(ABOUT THIS EXERCISE) Skip the images and print the listing exactly.

(DATA SHOWN)
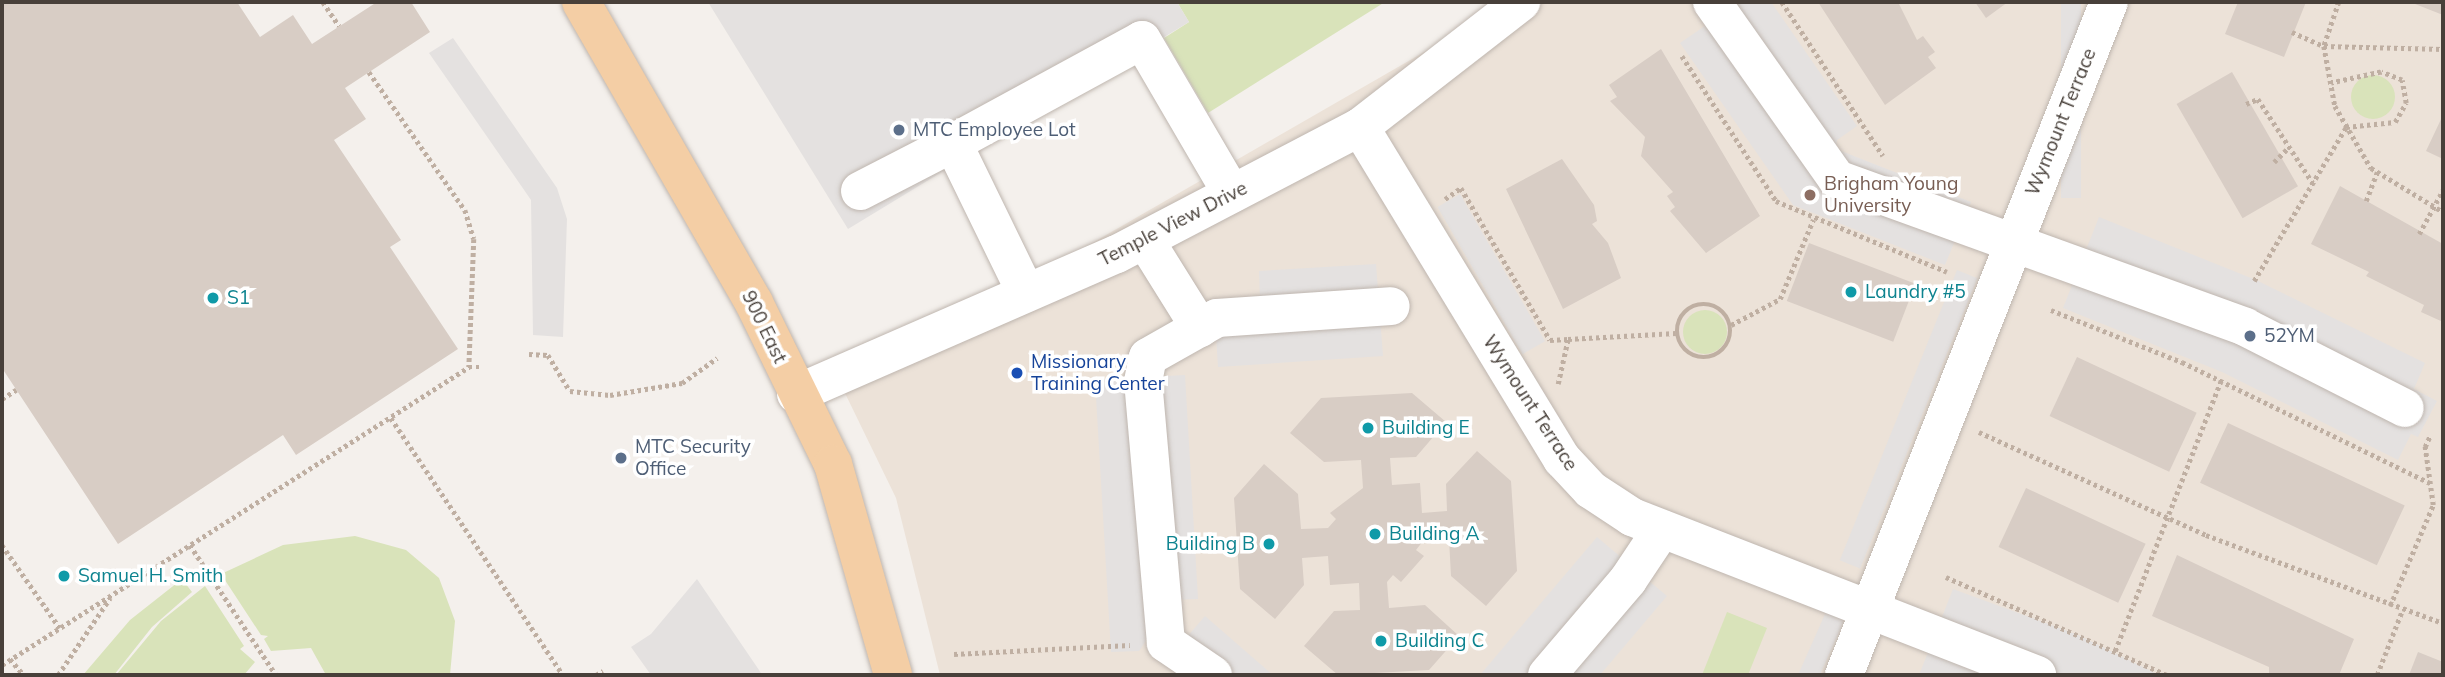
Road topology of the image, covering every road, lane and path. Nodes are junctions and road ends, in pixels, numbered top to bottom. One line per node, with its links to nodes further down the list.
1 (323, 2): 8 (path)
2 (581, 2): 50 (main road, 900 East)
3 (1521, 2): 16 (street, Temple View Drive)
4 (1712, 2): 34 (street)
5 (1782, 2): 21 (path)
6 (2109, 2): 34 (street, Wymount Terrace)
7 (2339, 2): 10 (path)
8 (339, 26)
9 (2292, 32): 10 (path)
10 (2324, 47): 11 (path); 14 (path)
11 (2443, 49)
12 (1682, 56): 31 (path)
13 (369, 72): 46 (path)
14 (2331, 83): 17 (path); 17 (path)
15 (2246, 104): 19 (path)
16 (1360, 127): 27 (street, Temple View Drive); 58 (street, Wymount Terrace)
17 (2346, 127): 22 (path); 23 (path)
18 (953, 143): 26 (street); 27 (street); 37 (street)
19 (2289, 146): 20 (path); 23 (path)
20 (2274, 162)
21 (1897, 164)
22 (2378, 172): 28 (path); 29 (path)
23 (2313, 183): 36 (path)
24 (1435, 190): 43 (path)
25 (2443, 190): 29 (path)
26 (860, 191)
27 (1232, 194): 33 (street, Temple View Drive)
28 (2366, 201)
29 (2435, 207): 30 (path); 32 (path)
30 (2443, 212)
31 (1813, 220): 35 (path); 40 (path)
32 (2419, 234)
33 (1145, 240): 37 (street, Temple View Drive); 41 (street)
34 (2014, 243): 53 (street, Wymount Terrace); 55 (street)
35 (1947, 272)
36 (2254, 281)
37 (1026, 293): 50 (street, Temple View Drive)
38 (1391, 306): 41 (street)
39 (2051, 310): 48 (path)
40 (1731, 325): 42 (path); 42 (path)
41 (1200, 328): 68 (street)
42 (1676, 333): 43 (path)
43 (1568, 339): 52 (path)
44 (529, 354): 45 (path)
45 (718, 358)
46 (469, 367): 47 (path); 54 (path)
47 (480, 367)
48 (2221, 380): 56 (path); 57 (path)
49 (16, 390): 51 (path)
50 (796, 394): 79 (main road, 900 East)
51 (2, 399)
52 (1555, 400)
53 (1944, 417): 57 (path); 64 (street, Wymount Terrace)
54 (391, 418): 60 (path); 77 (path)
55 (2419, 418): 56 (path)
56 (2430, 483): 63 (path)
57 (2167, 517): 63 (path); 69 (path)
58 (1662, 529): 64 (street, Wymount Terrace); 81 (street)
59 (2, 545): 67 (path)
60 (190, 545): 62 (path); 76 (path)
61 (1946, 577): 69 (path)
62 (112, 594): 67 (path); 75 (path)
63 (2390, 606): 65 (path)
64 (1867, 610): 82 (street, Wymount Terrace); 83 (street)
65 (2402, 611): 66 (path); 85 (path)
66 (2443, 624)
67 (60, 628): 71 (path)
68 (1166, 643): 70 (path); 80 (street)
69 (2115, 651): 84 (path)
70 (954, 654)
71 (10, 659): 72 (path); 74 (path)
72 (2, 665)
73 (603, 671): 78 (path)
74 (24, 675)
75 (58, 675)
76 (276, 675)
77 (563, 675)
78 (596, 675)
79 (893, 675)
80 (1213, 675)
81 (1547, 675)
82 (1844, 675)
83 (2037, 675)
84 (2167, 675)
85 (2377, 675)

(SOLUTION FOR THIS TASK)
Road topology of the image, covering every road, lane and path. Nodes are junctions and road ends, in pixels, numbered top to bottom. One line per node, with its links to nodes further down the list.
1 (323, 2): 8 (path)
2 (581, 2): 50 (main road, 900 East)
3 (1521, 2): 16 (street, Temple View Drive)
4 (1712, 2): 34 (street)
5 (1782, 2): 21 (path)
6 (2109, 2): 34 (street, Wymount Terrace)
7 (2339, 2): 10 (path)
8 (339, 26)
9 (2292, 32): 10 (path)
10 (2324, 47): 11 (path); 14 (path)
11 (2443, 49)
12 (1682, 56): 31 (path)
13 (369, 72): 46 (path)
14 (2331, 83): 17 (path); 17 (path)
15 (2246, 104): 19 (path)
16 (1360, 127): 27 (street, Temple View Drive); 58 (street, Wymount Terrace)
17 (2346, 127): 22 (path); 23 (path)
18 (953, 143): 26 (street); 27 (street); 37 (street)
19 (2289, 146): 20 (path); 23 (path)
20 (2274, 162)
21 (1897, 164)
22 (2378, 172): 28 (path); 29 (path)
23 (2313, 183): 36 (path)
24 (1435, 190): 43 (path)
25 (2443, 190): 29 (path)
26 (860, 191)
27 (1232, 194): 33 (street, Temple View Drive)
28 (2366, 201)
29 (2435, 207): 30 (path); 32 (path)
30 (2443, 212)
31 (1813, 220): 35 (path); 40 (path)
32 (2419, 234)
33 (1145, 240): 37 (street, Temple View Drive); 41 (street)
34 (2014, 243): 53 (street, Wymount Terrace); 55 (street)
35 (1947, 272)
36 (2254, 281)
37 (1026, 293): 50 (street, Temple View Drive)
38 (1391, 306): 41 (street)
39 (2051, 310): 48 (path)
40 (1731, 325): 42 (path); 42 (path)
41 (1200, 328): 68 (street)
42 (1676, 333): 43 (path)
43 (1568, 339): 52 (path)
44 (529, 354): 45 (path)
45 (718, 358)
46 (469, 367): 47 (path); 54 (path)
47 (480, 367)
48 (2221, 380): 56 (path); 57 (path)
49 (16, 390): 51 (path)
50 (796, 394): 79 (main road, 900 East)
51 (2, 399)
52 (1555, 400)
53 (1944, 417): 57 (path); 64 (street, Wymount Terrace)
54 (391, 418): 60 (path); 77 (path)
55 (2419, 418): 56 (path)
56 (2430, 483): 63 (path)
57 (2167, 517): 63 (path); 69 (path)
58 (1662, 529): 64 (street, Wymount Terrace); 81 (street)
59 (2, 545): 67 (path)
60 (190, 545): 62 (path); 76 (path)
61 (1946, 577): 69 (path)
62 (112, 594): 67 (path); 75 (path)
63 (2390, 606): 65 (path)
64 (1867, 610): 82 (street, Wymount Terrace); 83 (street)
65 (2402, 611): 66 (path); 85 (path)
66 (2443, 624)
67 (60, 628): 71 (path)
68 (1166, 643): 70 (path); 80 (street)
69 (2115, 651): 84 (path)
70 (954, 654)
71 (10, 659): 72 (path); 74 (path)
72 (2, 665)
73 (603, 671): 78 (path)
74 (24, 675)
75 (58, 675)
76 (276, 675)
77 (563, 675)
78 (596, 675)
79 (893, 675)
80 (1213, 675)
81 (1547, 675)
82 (1844, 675)
83 (2037, 675)
84 (2167, 675)
85 (2377, 675)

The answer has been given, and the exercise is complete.